Task statement> Give the count of lines in the records that contain the string "ANGELES", and write nothing but that number.

Collected data>
+ + +
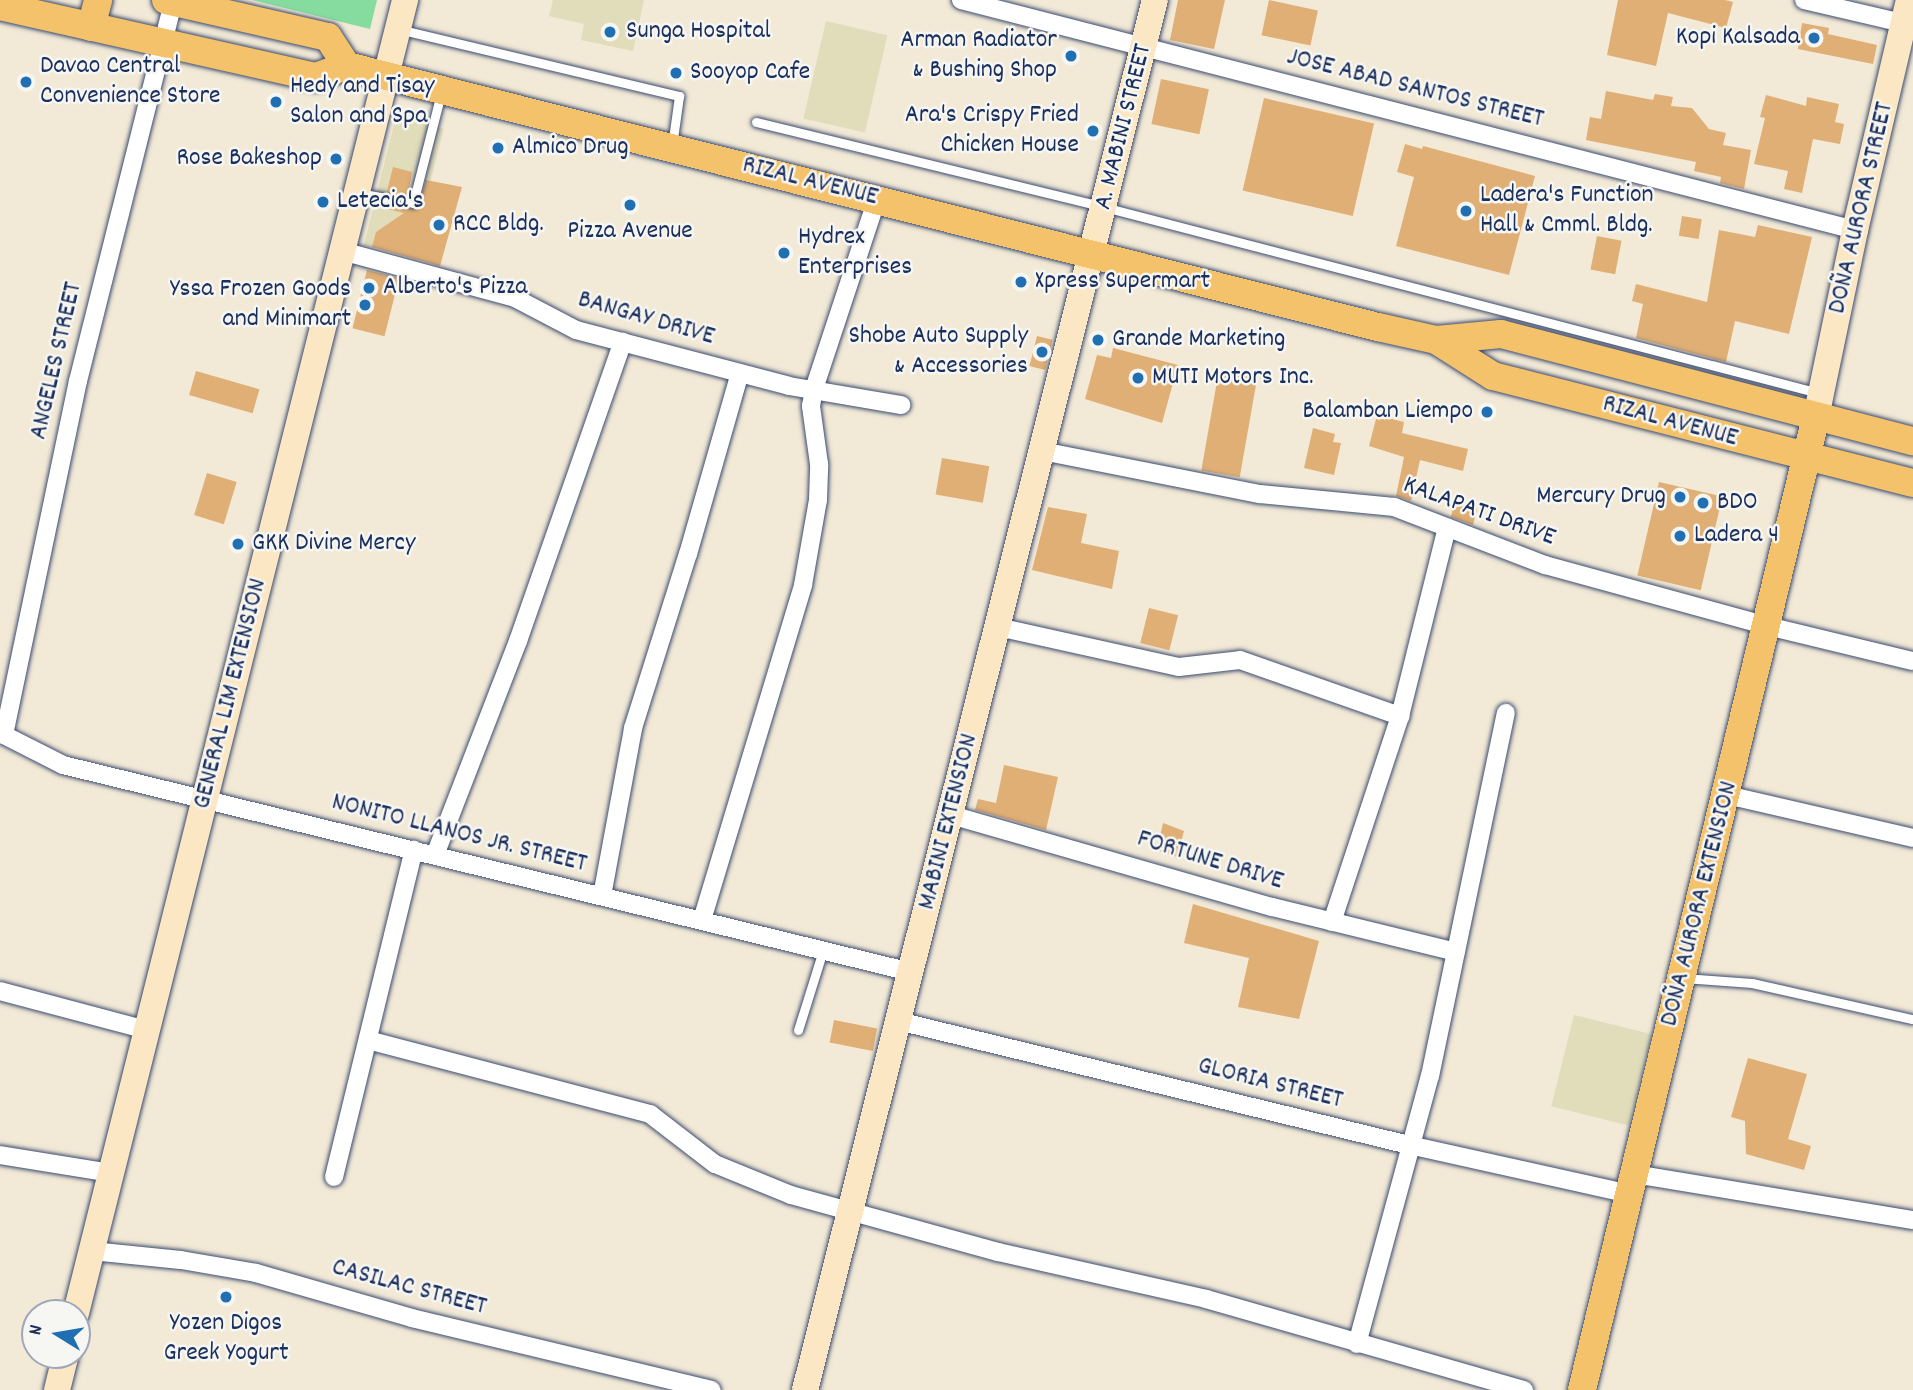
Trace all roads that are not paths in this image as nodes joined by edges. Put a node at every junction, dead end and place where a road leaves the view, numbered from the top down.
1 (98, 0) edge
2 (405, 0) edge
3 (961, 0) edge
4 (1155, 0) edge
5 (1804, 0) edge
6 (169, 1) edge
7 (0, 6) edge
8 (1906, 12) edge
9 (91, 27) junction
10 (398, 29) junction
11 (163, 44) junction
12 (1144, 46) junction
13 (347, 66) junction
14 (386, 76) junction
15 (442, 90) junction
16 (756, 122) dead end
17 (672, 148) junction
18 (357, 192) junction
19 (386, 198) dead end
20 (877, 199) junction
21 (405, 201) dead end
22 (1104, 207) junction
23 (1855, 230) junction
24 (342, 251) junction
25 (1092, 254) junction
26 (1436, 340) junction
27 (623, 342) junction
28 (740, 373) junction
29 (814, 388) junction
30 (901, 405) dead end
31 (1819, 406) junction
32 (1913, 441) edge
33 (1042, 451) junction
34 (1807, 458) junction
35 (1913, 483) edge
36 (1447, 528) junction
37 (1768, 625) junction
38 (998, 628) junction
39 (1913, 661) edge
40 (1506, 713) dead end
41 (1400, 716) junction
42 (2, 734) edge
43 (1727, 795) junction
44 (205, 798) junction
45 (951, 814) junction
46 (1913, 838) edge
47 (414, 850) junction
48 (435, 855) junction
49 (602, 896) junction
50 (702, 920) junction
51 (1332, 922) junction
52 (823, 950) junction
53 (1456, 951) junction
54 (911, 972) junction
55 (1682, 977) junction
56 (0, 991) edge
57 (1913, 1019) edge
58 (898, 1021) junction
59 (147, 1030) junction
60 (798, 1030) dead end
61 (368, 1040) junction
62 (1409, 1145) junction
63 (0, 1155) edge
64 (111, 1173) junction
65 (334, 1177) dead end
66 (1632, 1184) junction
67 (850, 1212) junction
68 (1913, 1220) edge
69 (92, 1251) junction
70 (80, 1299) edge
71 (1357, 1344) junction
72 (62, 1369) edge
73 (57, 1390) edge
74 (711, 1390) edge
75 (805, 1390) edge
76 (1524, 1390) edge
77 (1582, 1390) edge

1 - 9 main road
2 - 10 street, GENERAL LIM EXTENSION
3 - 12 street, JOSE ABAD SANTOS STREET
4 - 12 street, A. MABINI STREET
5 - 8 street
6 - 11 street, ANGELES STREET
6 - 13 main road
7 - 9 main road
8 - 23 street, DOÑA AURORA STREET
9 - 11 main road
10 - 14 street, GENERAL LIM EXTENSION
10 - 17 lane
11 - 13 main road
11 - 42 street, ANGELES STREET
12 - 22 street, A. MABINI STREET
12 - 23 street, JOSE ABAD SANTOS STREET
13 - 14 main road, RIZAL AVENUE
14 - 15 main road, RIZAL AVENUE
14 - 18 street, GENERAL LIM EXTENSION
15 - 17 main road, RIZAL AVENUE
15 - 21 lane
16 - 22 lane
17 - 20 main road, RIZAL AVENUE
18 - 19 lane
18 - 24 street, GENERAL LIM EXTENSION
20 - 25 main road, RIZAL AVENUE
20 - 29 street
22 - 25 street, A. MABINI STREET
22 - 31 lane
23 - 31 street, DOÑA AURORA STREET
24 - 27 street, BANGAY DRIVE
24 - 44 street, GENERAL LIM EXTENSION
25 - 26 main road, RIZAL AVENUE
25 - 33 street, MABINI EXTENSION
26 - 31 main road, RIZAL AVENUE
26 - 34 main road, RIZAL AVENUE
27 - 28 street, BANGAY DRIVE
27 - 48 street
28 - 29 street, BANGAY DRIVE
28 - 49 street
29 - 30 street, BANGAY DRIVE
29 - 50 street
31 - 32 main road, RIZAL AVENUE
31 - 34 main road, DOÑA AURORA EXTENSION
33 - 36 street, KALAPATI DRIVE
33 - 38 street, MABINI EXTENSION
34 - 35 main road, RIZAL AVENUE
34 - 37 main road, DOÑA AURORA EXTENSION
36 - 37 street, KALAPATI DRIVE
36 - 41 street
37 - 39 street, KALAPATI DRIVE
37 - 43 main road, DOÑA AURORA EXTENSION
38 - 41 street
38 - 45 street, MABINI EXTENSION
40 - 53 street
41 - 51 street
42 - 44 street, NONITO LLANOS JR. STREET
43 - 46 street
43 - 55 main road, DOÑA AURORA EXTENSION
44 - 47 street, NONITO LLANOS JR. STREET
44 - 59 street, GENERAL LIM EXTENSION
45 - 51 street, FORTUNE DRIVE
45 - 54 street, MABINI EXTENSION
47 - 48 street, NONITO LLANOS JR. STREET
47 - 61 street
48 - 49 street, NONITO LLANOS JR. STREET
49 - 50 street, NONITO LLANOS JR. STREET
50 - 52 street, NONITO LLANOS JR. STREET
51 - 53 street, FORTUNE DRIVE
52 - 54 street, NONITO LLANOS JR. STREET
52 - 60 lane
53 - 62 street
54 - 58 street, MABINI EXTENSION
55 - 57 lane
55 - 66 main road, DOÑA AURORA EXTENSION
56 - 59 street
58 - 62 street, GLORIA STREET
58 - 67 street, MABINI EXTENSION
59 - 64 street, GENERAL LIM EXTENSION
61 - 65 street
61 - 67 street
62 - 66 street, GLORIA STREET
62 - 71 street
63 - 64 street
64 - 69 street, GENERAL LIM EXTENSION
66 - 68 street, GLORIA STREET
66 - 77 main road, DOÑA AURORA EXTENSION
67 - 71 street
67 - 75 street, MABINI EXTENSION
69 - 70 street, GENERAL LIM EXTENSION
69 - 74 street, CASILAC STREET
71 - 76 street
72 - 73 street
+ + +
Final answer> 2